Overstroomd geheugen

Dit is het Museumplein, maar dan gezonken. De culturele kern van Nederland — waar we normaal lopen tussen Van Gogh, het Concertgebouw en het Rijks — ligt nu onder een dunne laag water. Alsof het geheugen van het land is overstroomd.
De mensen zijn verspreid over vlotten, hun lichamen omsloten door dekens, gezichten naar elkaar gekeerd, maar ook naar binnen. Ze dragen doorzichtige paraplu’s — het symbool van bescherming tegen iets dat allang is doorgesijpeld. Geen storm, geen regen, alleen een verstilling die te zwaar is om luchtig te zijn.
Het is alsof we kijken naar een collectieve wake. Geen paniek, geen protest, maar een trage aanvaarding. Alsof cultuur zelf tot drijfhout is geworden: drijvend, maar niet meer geworteld. Wat betekent het om een natie te zijn als je fundamenten opgeven? Als je erfgoed letterlijk niet meer op vaste grond staat?
Op de achtergrond spookt de contour van het Rijksmuseum, vaag en ver weg — niet langer een baken, maar een herinnering.
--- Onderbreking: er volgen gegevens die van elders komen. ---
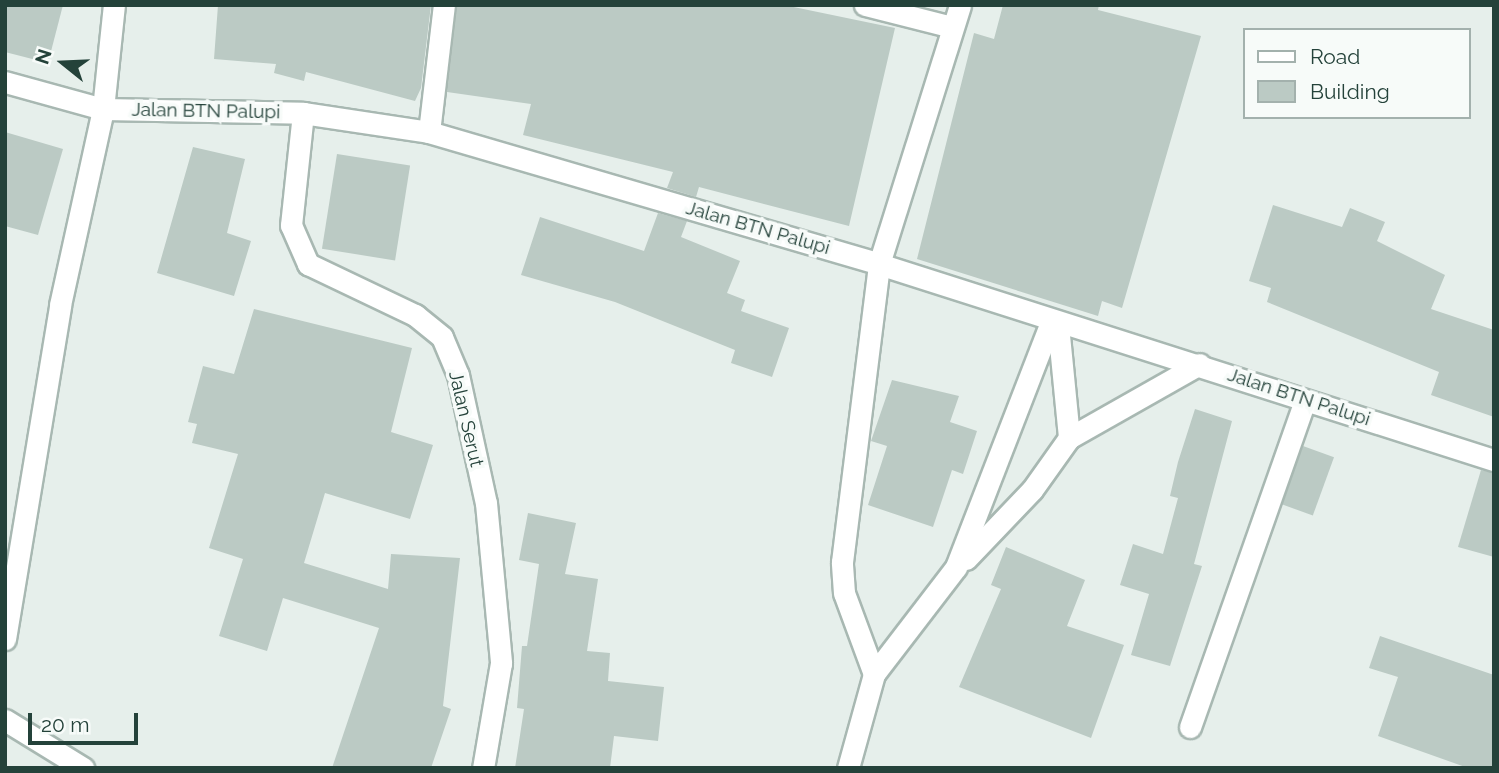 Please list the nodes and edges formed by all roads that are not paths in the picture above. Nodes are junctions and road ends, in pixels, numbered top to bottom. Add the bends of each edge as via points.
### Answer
1 (114, 5) edge
2 (444, 5) edge
3 (865, 5) edge
4 (960, 5) edge
5 (952, 27) junction
6 (5, 82) edge
7 (103, 109) junction
8 (303, 113) junction
9 (429, 132) junction
10 (879, 264) junction
11 (1055, 324) junction
12 (1200, 365) junction
13 (1305, 401) junction
14 (1069, 438) junction
15 (1494, 460) edge
16 (956, 567) junction
17 (5, 639) edge
18 (874, 674) junction
19 (5, 720) edge
20 (1190, 727) dead end
21 (83, 768) edge
22 (483, 768) edge
23 (848, 768) edge

1 - 7 street
2 - 9 street
3 - 5 street
4 - 5 street
5 - 10 street
6 - 7 street, Jalan BTN Palupi
7 - 8 street, Jalan BTN Palupi
7 - 17 street via 60,305
8 - 9 street, Jalan BTN Palupi
8 - 22 street, Jalan Serut via 291,225 308,264 415,315 442,337 458,375 486,503 500,663
9 - 10 street, Jalan BTN Palupi
10 - 11 street, Jalan BTN Palupi
10 - 18 street via 842,562 844,593
11 - 12 street, Jalan BTN Palupi
11 - 14 street
11 - 16 street
12 - 13 street, Jalan BTN Palupi
12 - 14 street
13 - 15 street, Jalan BTN Palupi
13 - 20 street
14 - 16 street via 1032,491
16 - 18 street
18 - 23 street
19 - 21 street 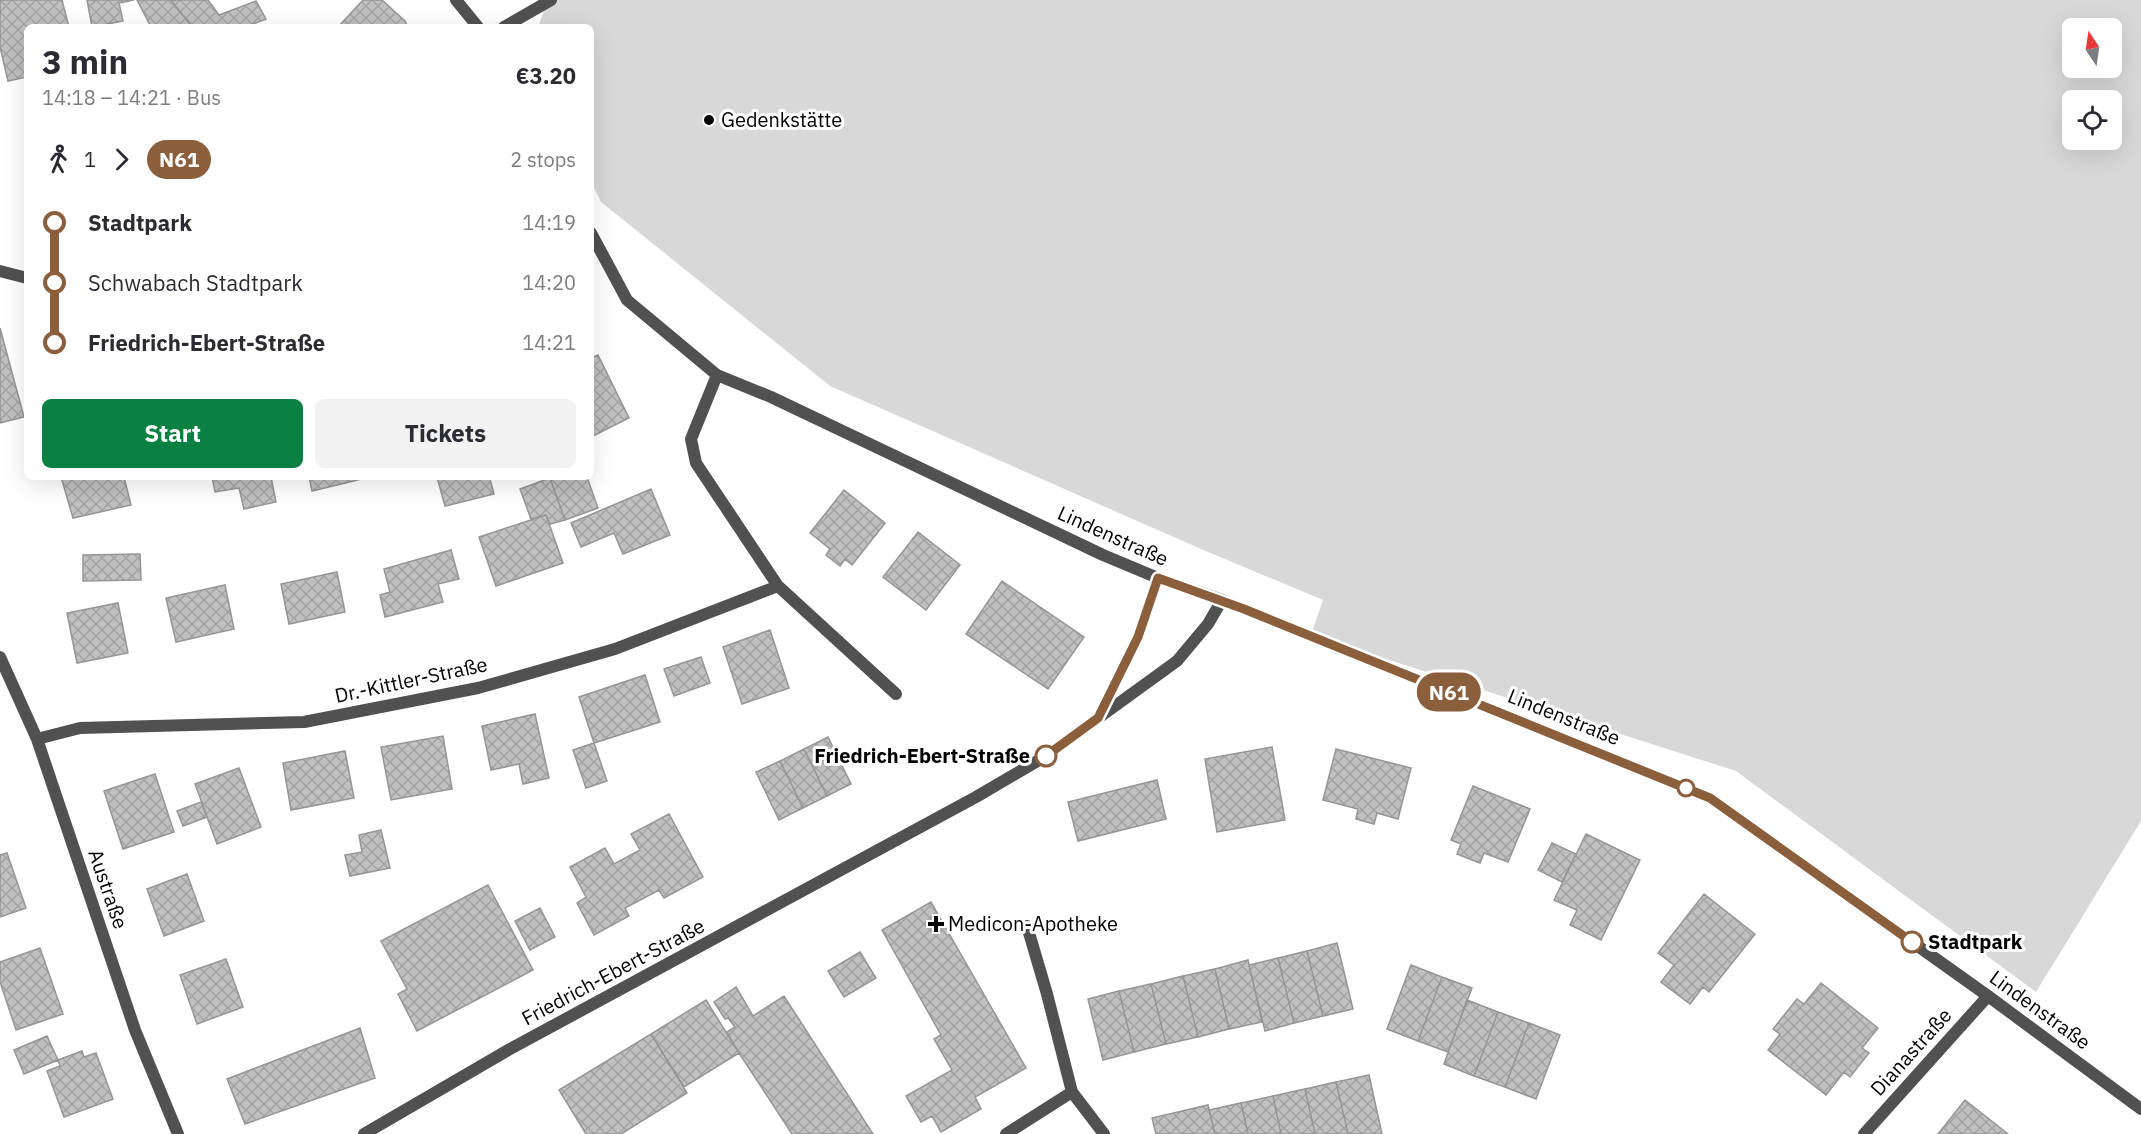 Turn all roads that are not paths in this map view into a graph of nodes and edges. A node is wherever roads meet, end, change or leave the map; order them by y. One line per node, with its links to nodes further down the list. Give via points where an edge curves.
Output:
1 (456, 0): 3 (street)
2 (551, 0): 4 (street)
3 (476, 24)
4 (509, 24)
5 (594, 239): 8 (street, Lindenstraße, via 627,300)
6 (0, 271): 7 (street)
7 (24, 277)
8 (717, 375): 9 (street, Lindenstraße); 10 (street, via 691,439 696,464)
9 (1158, 578): 11 (street, Lindenstraße); 14 (street, Friedrich-Ebert-Straße, via 1138,637)
10 (778, 586): 13 (street); 15 (street, Dr.-Kittler-Straße, via 615,649 467,690 304,722 80,728)
11 (1222, 600): 14 (street, Friedrich-Ebert-Straße, via 1177,661); 17 (street, Lindenstraße, via 1710,798)
12 (0, 657): 15 (street, Austraße)
13 (896, 694)
14 (1098, 718): 21 (street, Friedrich-Ebert-Straße, via 1046,756 976,797 510,1049)
15 (37, 739): 20 (street, Austraße, via 135,1030)
16 (1027, 926): 18 (street)
17 (1988, 996): 19 (street, Lindenstraße); 24 (street, Dianastraße)
18 (1072, 1092): 22 (street); 23 (street)
19 (2141, 1109)
20 (178, 1134)
21 (364, 1134)
22 (1006, 1134)
23 (1104, 1134)
24 (1864, 1134)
Is het verleden nog houvast, of juist ballast?
Toch is er iets intiems in deze verstilling. De onderlinge nabijheid, de gedeelde kwetsbaarheid, het stilzwijgende weten: we zitten in hetzelfde water. Misschien is dat wat resteert wanneer alles verzonken is — een gedeeld vlot van verhalen, gezichten, wachten.
Wat zou jij meenemen als het plein weer droogvalt? Of wil je blijven drijven?